Aux sources de Miyazaki

Avant d'atterrir en France, je n'avais pas du tout prévu de profiter de mon séjour pour voir Nausicaä de la vallée du vent de Miyazaki Hayao. Mais comme le film sortait le 23 août, il aurait été bête de se priver d'une telle réalisation. Sans tarder, j'ai fait le saut jusqu'au Cinéma Le Balzac, qui offre trois salles consacrées aux films moins courus. Il n'en reste presque plus de cette espèce à Montréal, malheureusement.

J'ai donc vu la nouvelle version sous-titrée de ce film sorti en 1984, d'après un manga de 1982. Ni la netteté ni la richesse des dessins ne sont encore à la hauteur de l'art de Mononoke Hime ou de Sen to Chihiro no kamikakushi. Le mouvement est minimal dans certains cadrages où seul le personnage qui parle bouge (et encore!). Parfois, on croit déceler certaines influences dans le dessin — un peu du graphisme de La Planète sauvage de Laloux? du Moebius? En tout cas, comme je l'ai soupçonné en voyant le film, les Omus sont en partie inspirés par les vers géants de Dune, de l'aveu même de Miyazaki. (Leur carapace segmentée est assez caractéristique...)

Il y a aussi des accrocs mineurs. Au début du film, je n'ai pas compris comment Nausicaä avait fait pour emporter la cornée de la mue d'Omu qu'elle remet à Yupa. Plus tard, Nausicaä respire un air censément pollué, mais elle ne semble pas s'en porter plus mal. À la fin du film, sa robe change trois fois de couleur en quelques moments. Il faut l'imputer à l'effet du sang bleu du jeune Omu qu'elle essaie de sauver, mais le dessin un peu trop sommaire ne nous montre pas les taches de sang en train de colorer tout le vêtement... On ne voit vraiment que les changements de teintes.

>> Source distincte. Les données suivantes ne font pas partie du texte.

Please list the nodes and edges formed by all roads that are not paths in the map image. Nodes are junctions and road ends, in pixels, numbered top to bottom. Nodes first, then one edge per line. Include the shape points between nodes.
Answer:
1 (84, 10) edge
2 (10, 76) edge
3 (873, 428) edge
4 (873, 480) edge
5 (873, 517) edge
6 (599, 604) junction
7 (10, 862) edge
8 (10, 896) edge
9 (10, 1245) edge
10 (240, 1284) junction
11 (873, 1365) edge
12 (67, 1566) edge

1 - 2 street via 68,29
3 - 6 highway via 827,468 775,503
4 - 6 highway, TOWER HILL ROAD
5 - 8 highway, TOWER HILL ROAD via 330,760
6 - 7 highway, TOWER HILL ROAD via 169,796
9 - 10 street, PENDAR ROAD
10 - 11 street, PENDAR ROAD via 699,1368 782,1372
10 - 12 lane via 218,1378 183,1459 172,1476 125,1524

J'ai parlé précédemment d'une recette, ou peut-être d'une formule, dans le cas des films de Miyazaki. Ce n'est pas exact. Il faudrait plutôt parler d'éléments récurrents au service de thématiques semblables. Avec Nausicaä, on remonte presque aux sources de l'œuvre cinématographique de Miyazaki et de nombreux éléments du film se retrouveront dans les suivants. Les Omus insectoïdes rappellent néanmoins par leur forme les sangliers géants de Princesse Mononoké. Les nombreux engins et combats aériens seront présents de nouveau dans Laputa, Porco Rosso et Kiki. De par son rôle, le Soldat Géant (ou guerrier divin, selon la traduction anglophone) évoque le robot destructeur de Laputa, mais son dessin l'apparente aussi au monstre né de la décapitation du dieu de la forêt dans Princesse Mononoké. Quant au respect de la nature et au désir de vivre en harmonie avec elle, ils vont de soi...

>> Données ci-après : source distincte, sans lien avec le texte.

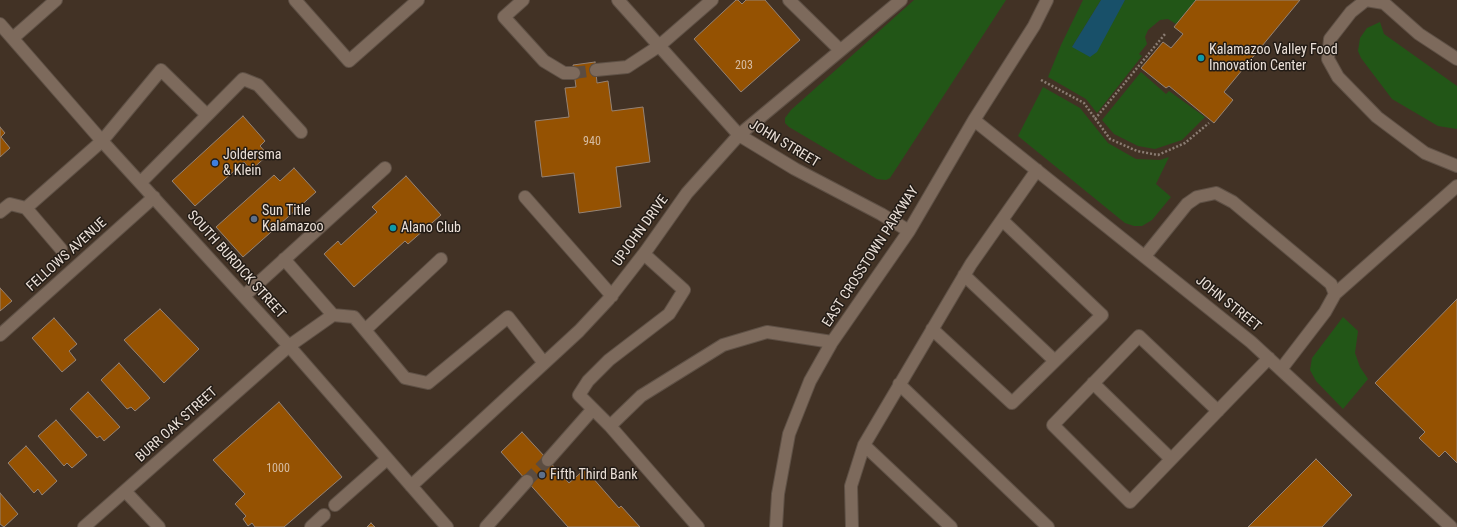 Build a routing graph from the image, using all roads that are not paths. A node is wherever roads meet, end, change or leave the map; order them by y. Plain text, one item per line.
1 (56, 0) edge
2 (295, 0) edge
3 (418, 0) edge
4 (523, 0) edge
5 (618, 0) edge
6 (712, 0) edge
7 (789, 0) edge
8 (901, 0) edge
9 (1047, 0) edge
10 (0, 24) edge
11 (13, 38) junction
12 (659, 46) junction
13 (840, 50) junction
14 (1457, 59) edge
15 (596, 70) tunnel mouth
16 (574, 73) tunnel mouth
17 (207, 115) junction
18 (974, 120) junction
19 (301, 132) dead end
20 (739, 135) junction
21 (102, 141) junction
22 (1457, 166) edge
23 (385, 168) dead end
24 (1038, 170) junction
25 (141, 182) junction
26 (1457, 186) edge
27 (154, 197) junction
28 (525, 197) dead end
29 (26, 208) junction
30 (0, 212) edge
31 (1002, 220) junction
32 (909, 231) junction
33 (61, 249) dead end
34 (644, 254) junction
35 (1145, 256) junction
36 (284, 259) junction
37 (441, 259) dead end
38 (964, 275) junction
39 (1335, 294) junction
40 (244, 296) junction
41 (612, 296) junction
42 (333, 316) junction
43 (932, 329) junction
44 (365, 330) junction
45 (0, 336) edge
46 (832, 342) junction
47 (289, 346) junction
48 (1269, 358) junction
49 (1055, 361) junction
50 (544, 363) junction
51 (1282, 368) junction
52 (1093, 383) junction
53 (899, 384) junction
54 (593, 409) junction
55 (1218, 411) junction
56 (610, 426) junction
57 (864, 445) junction
58 (387, 459) junction
59 (1171, 459) junction
60 (548, 460) tunnel mouth
61 (527, 481) tunnel mouth
62 (411, 486) junction
63 (125, 491) junction
64 (335, 505) dead end
65 (324, 515) dead end
66 (853, 526) edge
67 (84, 527) edge
68 (159, 527) edge
69 (311, 527) edge
70 (446, 527) edge
71 (486, 527) edge
72 (698, 527) edge
73 (776, 527) edge
74 (951, 527) edge
75 (1048, 527) edge
76 (1451, 527) edge

1 - 11 street
2 - 3 street
4 - 16 street
5 - 12 street, JOHN STREET
6 - 12 street
7 - 13 street
8 - 13 street, UPJOHN DRIVE
9 - 18 street, EAST CROSSTOWN PARKWAY
10 - 11 street, SOUTH BURDICK STREET
11 - 21 street, SOUTH BURDICK STREET
12 - 15 street
12 - 20 street, JOHN STREET
13 - 20 street, UPJOHN DRIVE
14 - 22 street
17 - 19 street
17 - 21 street
17 - 25 street
18 - 24 street, JOHN STREET
18 - 32 street, EAST CROSSTOWN PARKWAY
20 - 32 street, JOHN STREET
20 - 34 street, UPJOHN DRIVE
21 - 25 street, SOUTH BURDICK STREET
21 - 29 street
23 - 36 street
24 - 31 street
24 - 35 street, JOHN STREET
25 - 27 street, SOUTH BURDICK STREET
26 - 39 street
27 - 40 street, SOUTH BURDICK STREET
27 - 45 street, FELLOWS AVENUE
28 - 41 street
29 - 30 street
29 - 33 street
31 - 38 street
31 - 49 street
32 - 46 street, EAST CROSSTOWN PARKWAY
34 - 41 street, UPJOHN DRIVE
34 - 54 street
35 - 39 street
35 - 48 street, JOHN STREET
36 - 40 street
36 - 42 street
37 - 44 street
38 - 43 street
38 - 49 street
39 - 51 street
40 - 47 street, SOUTH BURDICK STREET
41 - 50 street, UPJOHN DRIVE
42 - 44 street
42 - 47 street, BURR OAK STREET
43 - 49 street
43 - 53 street
44 - 50 street
46 - 56 street
46 - 73 street, EAST CROSSTOWN PARKWAY
47 - 58 street, SOUTH BURDICK STREET
47 - 63 street, BURR OAK STREET
48 - 51 street, JOHN STREET
48 - 55 street
50 - 62 street, UPJOHN DRIVE
51 - 76 street, JOHN STREET
52 - 55 street
52 - 59 street
52 - 59 street
53 - 57 street
53 - 75 street
54 - 56 street
54 - 60 street
55 - 59 street
56 - 72 street
57 - 66 street
57 - 74 street
58 - 62 street, SOUTH BURDICK STREET
58 - 64 street
61 - 71 street
62 - 70 street, SOUTH BURDICK STREET
63 - 67 street, BURR OAK STREET
63 - 68 street
65 - 69 street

Un des débats mineurs suscités par le film se passe entièrement en-dessous de la ceinture : Nausicaä porte-t-elle ou non des pantalons dans plusieurs scènes du film? Moi, j'ai eu l'impression que non, mais de nombreux sites affirment qu'il s'agit de pantalons d'une teinte proche de la couleur de la peau — et que certaines versions du film estompent la différence de teintes, faisant croire que Nausicaä a les jambes nues. Comme les pans de son manteau bleu ne cachent pas grand-chose de ses fesses, il y aurait de quoi scandaliser les censeurs... mais je veux bien croire qu'elle porte des pantalons. Toutefois, ils sont alors extrêmement moulants et révélateurs, et le cas de Kiki laisse soupçonner qu'à tout le moins, Miyazaki a joué sciemment sur l'ambiguïté. (Dans Kiki, la petite sorcière ou Majo no takkyûbin, le spectateur se fait montrer plusieurs fois les petites culottes de la jeune héroïne.) D'aucuns soupçonnent autre chose... Ce que j'ai cru relever, c'est que le dessin de Miyazaki se faisait plus affriolant dans la première moitié du film, qui est plus lente, que dans la seconde, plus dominée par l'action. Se pourrait-il que Miyazaki ait choisi ce moyen de retenir l'attention de certains spectateurs jusqu'à ce que les événements se précipitent?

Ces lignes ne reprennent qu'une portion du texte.